ETA: Said sister is now quite normal sized, btw.

It’s been a while since I was in kindergarten, but boys don’t play with girls very much at that age anyway, do they? It might not be because she’s short, but just because she has girl cooties.

I’ve seen this, as a teacher. I wonder if your school has a couselor. School Counselors sometimes have “friendship groups”. They gather a variety of children with different levels of social skills and talk about how to make friends. I’m not saying your daughter doesn’t have social skills…but it’s a good way for kids to meet other children.

Lorene, so sorry to hear that about your little girl. I was always the smallest in class, too, a gal, and do remember feeling different and vulnerable, especially in early Elementary years. Do encourage her in sports. I was a tomboy, and particularly loved baseball, because tiny meant running very fast, including running up to catch in the outfield. Played with the boys quite ably at recess, but, couldn’t officially play on Little League teams back then, big disappointment. There are so many other options for girls now though, in sports. Tell her that she may be small, but she’s a Mighty Mite (sounds a little derogatory, but I remember that term stopping some sad tears when a coach told me that.)

Hopefully, this will change as your daughter gets the hang of school and develops her strengths. I was sensitive about my height, and kinda shy, as a kid, but now, I forget that I’m small until I see a photograph taken with others, and wonder, “Wha…? I’m short, ain’t I ???” My mind doesn’t feel that difference now. That’s to say, it’s not a handicap, ya don’t feel diminished as you mature because of size. At a certain point, it made me try harder to prove I was just as capable as bigger kids. I hope that happens for your daughter as well.

My kids have had popularity issues too. I generally pat 'em on the head & tell them some people are just jerks, but also try to involve them in other activities with kids their age (karate, church, whatever group activity you can find). It helps to have more than one social group to interact with.

A word of advice, if I may:

My advice, having somewhat been there: Don’t do it. The school years will come and go. There’s no distinct advantage to skipping a grade (other than, y’know, skipping the grade - the kids usually see that as an advantage in and of itself :D)

My daughter is about a grade ahead of her peers. She’s the youngest in her class, and it occasionally causes her some distress. But the real kicker is - I feel like I robbed her of some childhood. She’ll be graduating in just a couple more years!

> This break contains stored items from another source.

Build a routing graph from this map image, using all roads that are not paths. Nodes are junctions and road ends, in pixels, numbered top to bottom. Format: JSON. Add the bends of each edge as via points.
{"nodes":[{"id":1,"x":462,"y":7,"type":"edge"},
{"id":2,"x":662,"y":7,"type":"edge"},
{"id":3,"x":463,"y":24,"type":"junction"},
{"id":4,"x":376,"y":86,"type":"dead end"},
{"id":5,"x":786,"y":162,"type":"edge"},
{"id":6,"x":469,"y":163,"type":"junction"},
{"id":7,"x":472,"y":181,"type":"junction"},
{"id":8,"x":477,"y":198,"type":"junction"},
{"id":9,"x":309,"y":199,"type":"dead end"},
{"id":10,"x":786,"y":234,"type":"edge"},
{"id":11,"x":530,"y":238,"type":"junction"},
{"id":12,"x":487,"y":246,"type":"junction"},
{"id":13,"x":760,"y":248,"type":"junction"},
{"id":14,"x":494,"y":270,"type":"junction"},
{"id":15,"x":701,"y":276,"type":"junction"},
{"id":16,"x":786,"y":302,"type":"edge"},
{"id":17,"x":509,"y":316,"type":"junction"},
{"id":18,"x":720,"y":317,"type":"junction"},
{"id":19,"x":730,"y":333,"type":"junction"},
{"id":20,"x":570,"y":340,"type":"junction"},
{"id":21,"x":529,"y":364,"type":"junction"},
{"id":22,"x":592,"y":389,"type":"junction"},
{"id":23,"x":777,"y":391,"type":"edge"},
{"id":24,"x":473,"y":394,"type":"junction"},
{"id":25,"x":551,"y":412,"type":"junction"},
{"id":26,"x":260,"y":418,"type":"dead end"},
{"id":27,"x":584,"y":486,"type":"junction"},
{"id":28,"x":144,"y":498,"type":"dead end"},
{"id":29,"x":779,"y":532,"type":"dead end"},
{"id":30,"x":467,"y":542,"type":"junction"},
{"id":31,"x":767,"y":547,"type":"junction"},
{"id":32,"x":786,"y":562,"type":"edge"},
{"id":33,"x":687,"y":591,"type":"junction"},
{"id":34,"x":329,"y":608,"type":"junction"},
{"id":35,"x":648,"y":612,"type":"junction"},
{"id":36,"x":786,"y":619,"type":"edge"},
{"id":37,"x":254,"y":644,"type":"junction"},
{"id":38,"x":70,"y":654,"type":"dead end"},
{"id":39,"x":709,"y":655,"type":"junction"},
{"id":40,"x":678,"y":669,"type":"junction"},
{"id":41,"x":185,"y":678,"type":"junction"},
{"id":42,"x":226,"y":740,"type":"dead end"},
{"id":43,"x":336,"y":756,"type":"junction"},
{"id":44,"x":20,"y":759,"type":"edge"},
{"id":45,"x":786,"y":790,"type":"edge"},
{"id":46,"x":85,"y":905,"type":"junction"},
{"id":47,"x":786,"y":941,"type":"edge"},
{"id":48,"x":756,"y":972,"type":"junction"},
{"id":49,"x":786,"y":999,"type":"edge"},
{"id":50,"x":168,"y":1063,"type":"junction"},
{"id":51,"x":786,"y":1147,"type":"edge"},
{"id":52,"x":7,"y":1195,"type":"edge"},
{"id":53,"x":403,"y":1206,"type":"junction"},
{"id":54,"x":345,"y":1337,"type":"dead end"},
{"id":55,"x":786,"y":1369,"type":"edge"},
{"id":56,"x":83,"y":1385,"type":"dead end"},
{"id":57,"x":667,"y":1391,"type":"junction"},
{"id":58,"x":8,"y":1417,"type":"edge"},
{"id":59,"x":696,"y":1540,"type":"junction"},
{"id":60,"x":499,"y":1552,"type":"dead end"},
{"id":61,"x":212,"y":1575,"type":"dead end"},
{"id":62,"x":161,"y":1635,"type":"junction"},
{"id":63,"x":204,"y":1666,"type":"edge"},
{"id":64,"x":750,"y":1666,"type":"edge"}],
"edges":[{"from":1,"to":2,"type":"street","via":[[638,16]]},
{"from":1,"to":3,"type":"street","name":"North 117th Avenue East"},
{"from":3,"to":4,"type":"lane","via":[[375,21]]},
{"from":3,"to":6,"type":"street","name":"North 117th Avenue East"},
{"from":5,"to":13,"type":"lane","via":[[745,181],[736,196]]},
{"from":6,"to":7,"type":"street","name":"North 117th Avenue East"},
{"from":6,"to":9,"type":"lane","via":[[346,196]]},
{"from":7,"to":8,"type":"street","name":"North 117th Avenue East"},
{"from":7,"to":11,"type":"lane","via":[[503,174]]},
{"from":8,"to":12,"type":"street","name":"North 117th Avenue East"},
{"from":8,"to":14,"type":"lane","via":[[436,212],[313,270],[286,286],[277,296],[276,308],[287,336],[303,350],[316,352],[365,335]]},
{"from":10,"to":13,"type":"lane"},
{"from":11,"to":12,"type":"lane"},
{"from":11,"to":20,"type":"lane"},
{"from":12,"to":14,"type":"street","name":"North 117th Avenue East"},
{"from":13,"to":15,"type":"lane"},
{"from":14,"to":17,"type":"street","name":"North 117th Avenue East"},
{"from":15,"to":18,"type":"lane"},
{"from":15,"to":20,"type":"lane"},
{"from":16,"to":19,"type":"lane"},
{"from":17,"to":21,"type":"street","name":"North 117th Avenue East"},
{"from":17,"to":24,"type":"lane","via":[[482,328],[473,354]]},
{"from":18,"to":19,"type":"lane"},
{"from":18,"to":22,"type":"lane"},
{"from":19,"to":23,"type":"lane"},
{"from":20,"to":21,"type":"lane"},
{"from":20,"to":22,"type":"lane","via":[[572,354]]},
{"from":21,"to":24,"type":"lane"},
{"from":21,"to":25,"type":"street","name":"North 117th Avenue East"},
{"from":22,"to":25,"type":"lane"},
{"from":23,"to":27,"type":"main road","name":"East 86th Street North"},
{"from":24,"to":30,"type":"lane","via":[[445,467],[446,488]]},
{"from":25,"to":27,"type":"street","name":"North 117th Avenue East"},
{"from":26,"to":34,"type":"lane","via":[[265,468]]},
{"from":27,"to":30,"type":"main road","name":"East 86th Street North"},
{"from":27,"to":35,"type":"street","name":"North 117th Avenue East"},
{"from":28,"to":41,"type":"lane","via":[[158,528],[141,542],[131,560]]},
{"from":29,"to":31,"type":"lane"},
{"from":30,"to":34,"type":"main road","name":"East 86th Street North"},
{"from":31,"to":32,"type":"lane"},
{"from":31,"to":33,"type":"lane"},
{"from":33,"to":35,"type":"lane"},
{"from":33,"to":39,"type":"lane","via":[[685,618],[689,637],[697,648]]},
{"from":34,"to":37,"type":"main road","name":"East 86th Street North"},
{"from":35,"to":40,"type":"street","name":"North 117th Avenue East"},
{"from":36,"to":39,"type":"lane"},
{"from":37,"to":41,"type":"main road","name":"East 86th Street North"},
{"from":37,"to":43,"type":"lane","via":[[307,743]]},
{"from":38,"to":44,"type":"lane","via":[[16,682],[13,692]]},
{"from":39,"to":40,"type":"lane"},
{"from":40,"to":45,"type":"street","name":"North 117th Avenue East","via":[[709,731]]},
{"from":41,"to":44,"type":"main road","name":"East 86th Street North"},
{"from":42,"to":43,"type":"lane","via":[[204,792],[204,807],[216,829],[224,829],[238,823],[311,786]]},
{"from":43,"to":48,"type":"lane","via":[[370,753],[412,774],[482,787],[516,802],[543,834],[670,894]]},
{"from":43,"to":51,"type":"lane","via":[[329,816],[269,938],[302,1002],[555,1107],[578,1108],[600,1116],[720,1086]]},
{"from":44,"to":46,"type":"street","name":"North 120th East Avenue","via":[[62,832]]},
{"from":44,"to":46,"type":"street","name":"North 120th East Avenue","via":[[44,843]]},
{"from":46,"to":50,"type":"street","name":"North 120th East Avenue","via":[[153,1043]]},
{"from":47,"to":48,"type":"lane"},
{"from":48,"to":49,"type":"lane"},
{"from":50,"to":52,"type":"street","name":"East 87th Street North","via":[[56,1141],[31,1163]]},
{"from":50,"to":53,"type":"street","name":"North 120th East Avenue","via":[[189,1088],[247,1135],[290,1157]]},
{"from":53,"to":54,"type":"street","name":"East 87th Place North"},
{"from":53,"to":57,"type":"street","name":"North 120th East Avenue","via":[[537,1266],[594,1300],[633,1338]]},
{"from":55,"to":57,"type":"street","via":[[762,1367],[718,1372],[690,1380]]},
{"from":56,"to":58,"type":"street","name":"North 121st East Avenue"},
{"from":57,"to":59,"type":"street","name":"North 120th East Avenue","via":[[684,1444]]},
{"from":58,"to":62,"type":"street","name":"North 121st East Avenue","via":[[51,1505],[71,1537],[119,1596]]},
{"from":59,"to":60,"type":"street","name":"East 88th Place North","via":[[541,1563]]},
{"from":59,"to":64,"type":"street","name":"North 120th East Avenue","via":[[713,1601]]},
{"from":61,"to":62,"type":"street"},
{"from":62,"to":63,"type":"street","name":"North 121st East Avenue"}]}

If I could go back & do it over, I’d have kept her home & waited another year to send her to kindergarten. She gained nothing from it, and lost something irreplaceable :frowning:

Has your daughter been tested for celiac disease? My friend’s daughter had similar symptoms at the age of 6. It took a long time to diagnose, but once they did and they removed gluten from her diet, she shot from the 5th percentile back up to the 80th. If your girl hasn’t been screened for that, she needs to be.

Regarding her social issues, you have to remember that kids are beasts and what doesn’t kill her will make her stronger. One thing that helped when my daughter went thru this in preschool was when I became the room mom. So if you can, volunteer to work in her class (provided you’re a cool mom and not some ogre who will frighten your daughter’s classmates). And set up some playdates for her. She’ll be fine. But her health issues need to be resolved asap imo.